Não obstante, é inevitável aplicar ao terciado as críticas que teci na postagem anterior: repito que não é de boa heráldica partir o campo para acomodar figuras diferentes, pois o recurso à partição se destina a juntar várias armas num só escudo; repito que o uso inapropriado desse recurso, especialmente do terciado, dificulta uma composição cromática que não seja apenas aceitável; repito que nem toda figura cai bem ao chapado, mantelado, terciado em mantel ou, neste caso, em perle, por causa das áreas triangulares que delimita. As armas em tela confirmam tudo isto: não se adotou um terciado para compor um escudo a partir de três brasões, mas para assentar um símbolo em cada terço, como evidenciei acima; como esses símbolos ficariam estranhos se não iluminados de metal, deram-se três cores ao campo (ainda assim, a vagoneta poderia ter ficado de negro em campo de prata); destes, somente o ostensório com a hóstia assentou bem junto aos traços da partição, tanto que foi preciso desenhar a vagoneta em três dimensões, o que discrepa do estilo heráldico clássico.

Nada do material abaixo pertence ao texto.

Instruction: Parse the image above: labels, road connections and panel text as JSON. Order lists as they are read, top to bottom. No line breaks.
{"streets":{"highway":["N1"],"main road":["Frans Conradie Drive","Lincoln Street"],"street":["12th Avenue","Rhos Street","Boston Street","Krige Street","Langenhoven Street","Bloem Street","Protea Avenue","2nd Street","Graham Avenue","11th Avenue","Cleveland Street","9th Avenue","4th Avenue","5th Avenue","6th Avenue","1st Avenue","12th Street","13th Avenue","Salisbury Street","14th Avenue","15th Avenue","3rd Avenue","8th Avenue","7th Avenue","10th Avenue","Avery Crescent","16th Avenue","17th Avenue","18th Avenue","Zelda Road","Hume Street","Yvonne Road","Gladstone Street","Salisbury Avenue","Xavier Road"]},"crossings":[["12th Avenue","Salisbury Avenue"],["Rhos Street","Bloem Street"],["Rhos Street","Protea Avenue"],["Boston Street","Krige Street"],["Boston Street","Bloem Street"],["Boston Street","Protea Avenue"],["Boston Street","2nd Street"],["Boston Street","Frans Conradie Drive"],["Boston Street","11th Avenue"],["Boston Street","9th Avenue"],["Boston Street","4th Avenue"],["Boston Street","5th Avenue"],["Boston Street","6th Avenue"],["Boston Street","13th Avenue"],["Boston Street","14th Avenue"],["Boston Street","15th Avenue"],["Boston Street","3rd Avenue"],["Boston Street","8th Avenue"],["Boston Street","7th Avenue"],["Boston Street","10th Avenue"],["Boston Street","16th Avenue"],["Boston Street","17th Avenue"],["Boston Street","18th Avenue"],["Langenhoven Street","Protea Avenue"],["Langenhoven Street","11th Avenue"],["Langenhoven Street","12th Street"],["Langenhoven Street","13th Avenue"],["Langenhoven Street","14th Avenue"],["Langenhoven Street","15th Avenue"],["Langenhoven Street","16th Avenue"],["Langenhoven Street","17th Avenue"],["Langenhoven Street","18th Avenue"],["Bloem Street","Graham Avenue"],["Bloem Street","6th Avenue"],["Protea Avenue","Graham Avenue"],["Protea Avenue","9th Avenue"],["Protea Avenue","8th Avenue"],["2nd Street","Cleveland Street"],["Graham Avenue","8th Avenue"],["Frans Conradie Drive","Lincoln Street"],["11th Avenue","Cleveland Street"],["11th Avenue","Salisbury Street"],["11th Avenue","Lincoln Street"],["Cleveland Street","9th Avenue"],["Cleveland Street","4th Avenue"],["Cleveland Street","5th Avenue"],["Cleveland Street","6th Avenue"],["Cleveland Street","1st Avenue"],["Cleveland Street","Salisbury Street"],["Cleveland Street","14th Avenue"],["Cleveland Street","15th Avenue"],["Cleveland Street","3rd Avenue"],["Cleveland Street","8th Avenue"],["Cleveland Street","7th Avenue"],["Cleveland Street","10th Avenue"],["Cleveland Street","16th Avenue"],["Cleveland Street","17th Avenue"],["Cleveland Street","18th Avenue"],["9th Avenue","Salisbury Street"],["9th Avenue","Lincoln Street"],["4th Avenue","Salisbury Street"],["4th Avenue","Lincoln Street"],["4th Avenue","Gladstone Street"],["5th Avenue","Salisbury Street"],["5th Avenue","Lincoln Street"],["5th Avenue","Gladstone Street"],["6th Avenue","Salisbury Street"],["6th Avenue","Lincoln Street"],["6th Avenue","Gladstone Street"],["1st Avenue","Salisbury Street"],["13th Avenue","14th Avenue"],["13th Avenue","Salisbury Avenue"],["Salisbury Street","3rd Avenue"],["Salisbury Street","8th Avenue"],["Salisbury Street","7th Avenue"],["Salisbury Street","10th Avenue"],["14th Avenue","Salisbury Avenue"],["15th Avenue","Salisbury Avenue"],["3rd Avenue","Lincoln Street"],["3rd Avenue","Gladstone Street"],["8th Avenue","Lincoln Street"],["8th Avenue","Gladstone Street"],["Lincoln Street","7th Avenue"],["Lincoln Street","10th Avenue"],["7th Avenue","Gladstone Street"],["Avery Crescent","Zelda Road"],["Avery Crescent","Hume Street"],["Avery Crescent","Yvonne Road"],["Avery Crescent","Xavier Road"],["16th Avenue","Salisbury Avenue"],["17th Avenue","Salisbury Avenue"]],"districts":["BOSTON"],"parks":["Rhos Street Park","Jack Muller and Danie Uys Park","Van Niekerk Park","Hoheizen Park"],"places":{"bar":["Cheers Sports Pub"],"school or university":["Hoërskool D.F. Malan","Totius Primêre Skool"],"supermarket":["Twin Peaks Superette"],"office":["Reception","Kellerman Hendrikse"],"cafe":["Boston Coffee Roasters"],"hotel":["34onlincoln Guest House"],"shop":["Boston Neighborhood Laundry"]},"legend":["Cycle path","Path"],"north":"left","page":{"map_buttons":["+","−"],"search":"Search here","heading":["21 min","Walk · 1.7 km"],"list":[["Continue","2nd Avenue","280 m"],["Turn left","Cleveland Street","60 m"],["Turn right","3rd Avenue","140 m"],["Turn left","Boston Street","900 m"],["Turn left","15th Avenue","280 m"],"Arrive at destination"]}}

Em tempo, o perle é uma peça formada pela metade superior de uma aspa e a inferior de uma pala, o que lhe dá forma de Y. O terciado em perle parte o campo em três seguindo o mesmo traçado, ou seja, saem duas linhas dos ângulos superiores e uma do meio da ponta e encontram-se no centro do escudo. Portanto, o que distingue o terciado em mantel e o terciado em perle invertido é o ponto onde as três linhas convergem: naquele, um pouco abaixo do meio do bordo superior; neste, no centro do escudo.
Enfim, sabe o improvável leitor que desde as primeiras propostas de brasão neste blog me tenho contraposto ao uso de listel para inscrever o nome do titular e datas, porque o brasão é, por si, um identificador e dita a tradição que esse ornamento serve para ostentar o lema do armígero.
Apresentado o símbolo atual, vamos à proposta. Obedecendo à pauta que defendo, por figura principal cumpre pôr uma que seja atributo icônico do orago. Esta é a parte fácil. O desafio é selecionar as demais, uma representativa da religião e a outra, da localidade. Decidi-me por duas figuras que pudessem repetir-se nos brasões das três paróquias, não só porque seria contraproducente pensar em diversas para cada um, mas também por refletir a unidade delas dentro de uma comunidade maior, que é o município de Currais Novos, e projetar edificantemente uma intimidade desejável.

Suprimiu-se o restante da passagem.